Stored data:
■ ■ ■ ■ ■

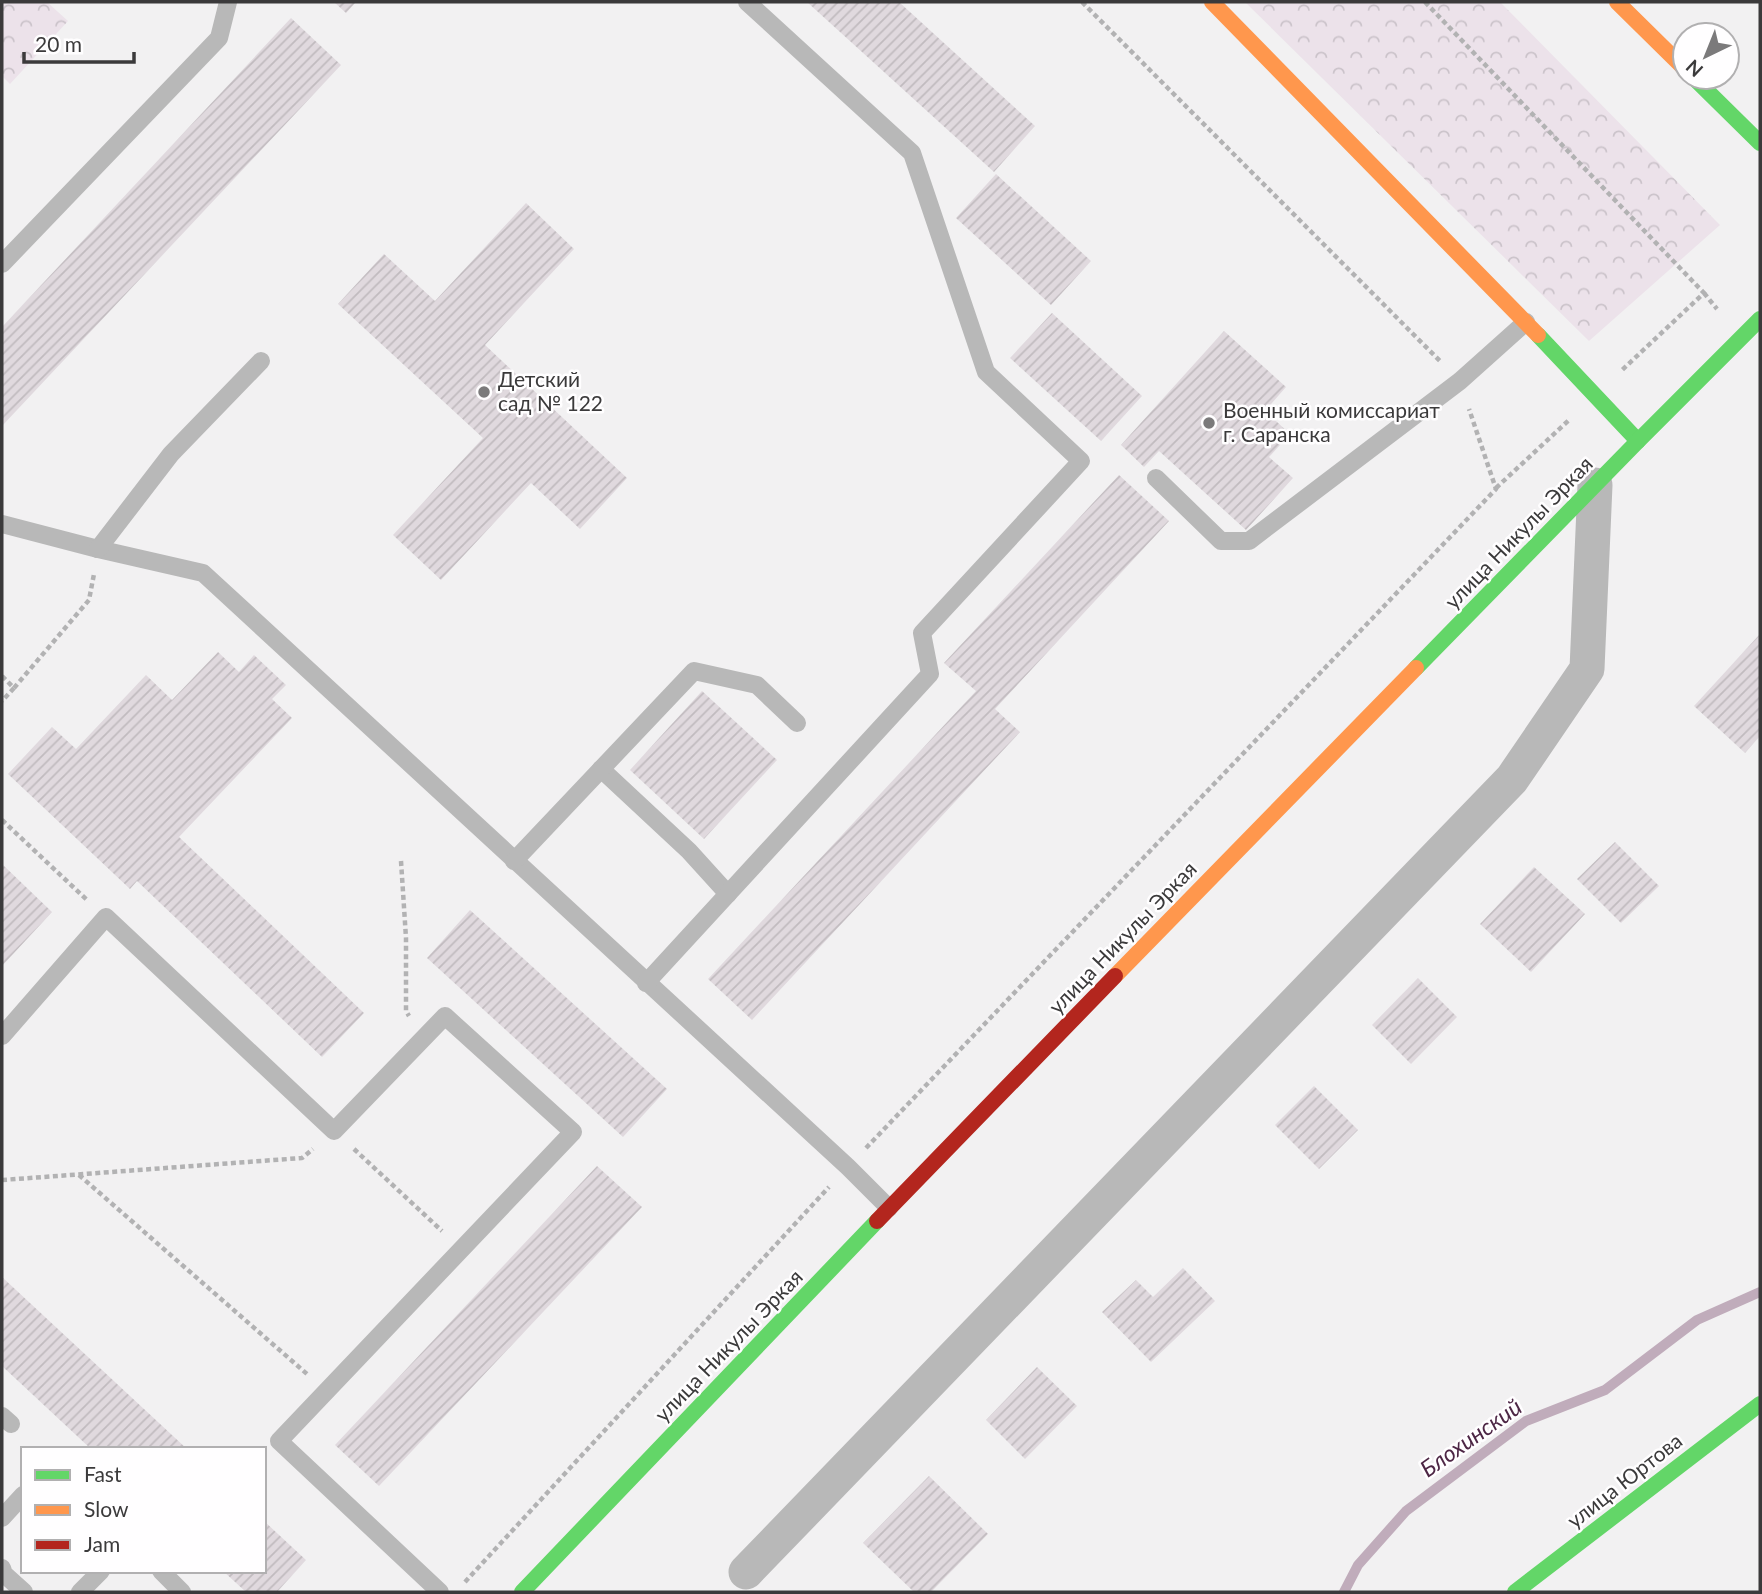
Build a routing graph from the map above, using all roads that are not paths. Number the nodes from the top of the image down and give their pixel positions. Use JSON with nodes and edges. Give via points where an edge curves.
{"nodes":[{"id":1,"x":228,"y":2,"type":"edge"},
{"id":2,"x":747,"y":2,"type":"edge"},
{"id":3,"x":1212,"y":2,"type":"edge"},
{"id":4,"x":1617,"y":2,"type":"edge"},
{"id":5,"x":1671,"y":55,"type":"edge"},
{"id":6,"x":1707,"y":91,"type":"edge"},
{"id":7,"x":1760,"y":143,"type":"edge"},
{"id":8,"x":2,"y":264,"type":"edge"},
{"id":9,"x":1760,"y":319,"type":"edge"},
{"id":10,"x":1526,"y":323,"type":"junction"},
{"id":11,"x":261,"y":361,"type":"dead end"},
{"id":12,"x":1637,"y":442,"type":"junction"},
{"id":13,"x":1157,"y":478,"type":"dead end"},
{"id":14,"x":1595,"y":485,"type":"junction"},
{"id":15,"x":2,"y":524,"type":"edge"},
{"id":16,"x":98,"y":549,"type":"junction"},
{"id":17,"x":797,"y":723,"type":"dead end"},
{"id":18,"x":601,"y":769,"type":"junction"},
{"id":19,"x":514,"y":861,"type":"junction"},
{"id":20,"x":728,"y":894,"type":"junction"},
{"id":21,"x":646,"y":983,"type":"junction"},
{"id":22,"x":2,"y":1036,"type":"edge"},
{"id":23,"x":889,"y":1208,"type":"junction"},
{"id":24,"x":1760,"y":1404,"type":"edge"},
{"id":25,"x":21,"y":1497,"type":"edge"},
{"id":26,"x":2,"y":1518,"type":"edge"},
{"id":27,"x":2,"y":1568,"type":"edge"},
{"id":28,"x":746,"y":1572,"type":"dead end"},
{"id":29,"x":99,"y":1573,"type":"edge"},
{"id":30,"x":162,"y":1573,"type":"edge"},
{"id":31,"x":24,"y":1592,"type":"edge"},
{"id":32,"x":80,"y":1592,"type":"edge"},
{"id":33,"x":182,"y":1592,"type":"edge"},
{"id":34,"x":440,"y":1592,"type":"edge"},
{"id":35,"x":522,"y":1592,"type":"edge"},
{"id":36,"x":1515,"y":1592,"type":"edge"}],
"edges":[{"from":1,"to":8,"type":"lane","via":[[219,38]]},
{"from":2,"to":20,"type":"lane","via":[[912,153],[986,372],[1080,461],[922,633],[930,674]]},
{"from":3,"to":10,"type":"street"},
{"from":4,"to":5,"type":"street"},
{"from":6,"to":7,"type":"street"},
{"from":9,"to":12,"type":"street","name":"улица Никулы Эркая"},
{"from":10,"to":12,"type":"street"},
{"from":10,"to":13,"type":"lane","via":[[1460,381],[1249,541],[1221,541]]},
{"from":11,"to":16,"type":"lane","via":[[171,454]]},
{"from":12,"to":14,"type":"street","name":"улица Никулы Эркая"},
{"from":14,"to":23,"type":"street","name":"улица Никулы Эркая"},
{"from":14,"to":28,"type":"street","via":[[1587,669],[1512,779]]},
{"from":15,"to":16,"type":"lane"},
{"from":16,"to":19,"type":"lane","via":[[204,573]]},
{"from":17,"to":18,"type":"lane","via":[[757,685],[694,671]]},
{"from":18,"to":19,"type":"lane"},
{"from":18,"to":20,"type":"lane"},
{"from":19,"to":21,"type":"lane"},
{"from":20,"to":21,"type":"lane"},
{"from":21,"to":23,"type":"lane"},
{"from":22,"to":34,"type":"lane","via":[[106,917],[334,1131],[445,1016],[573,1132],[279,1441]]},
{"from":23,"to":35,"type":"street","name":"улица Никулы Эркая"},
{"from":24,"to":36,"type":"street","name":"улица Юртова"},
{"from":25,"to":26,"type":"lane"},
{"from":27,"to":31,"type":"lane"},
{"from":29,"to":32,"type":"lane"},
{"from":30,"to":33,"type":"lane"}]}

■ ■ ■ ■ ■

**TASK DIRECTIONS:** The lines to copy are those above that contain "Эркая".

**EXERCISE ANSWER:**
{"from":9,"to":12,"type":"street","name":"улица Никулы Эркая"},
{"from":12,"to":14,"type":"street","name":"улица Никулы Эркая"},
{"from":14,"to":23,"type":"street","name":"улица Никулы Эркая"},
{"from":23,"to":35,"type":"street","name":"улица Никулы Эркая"},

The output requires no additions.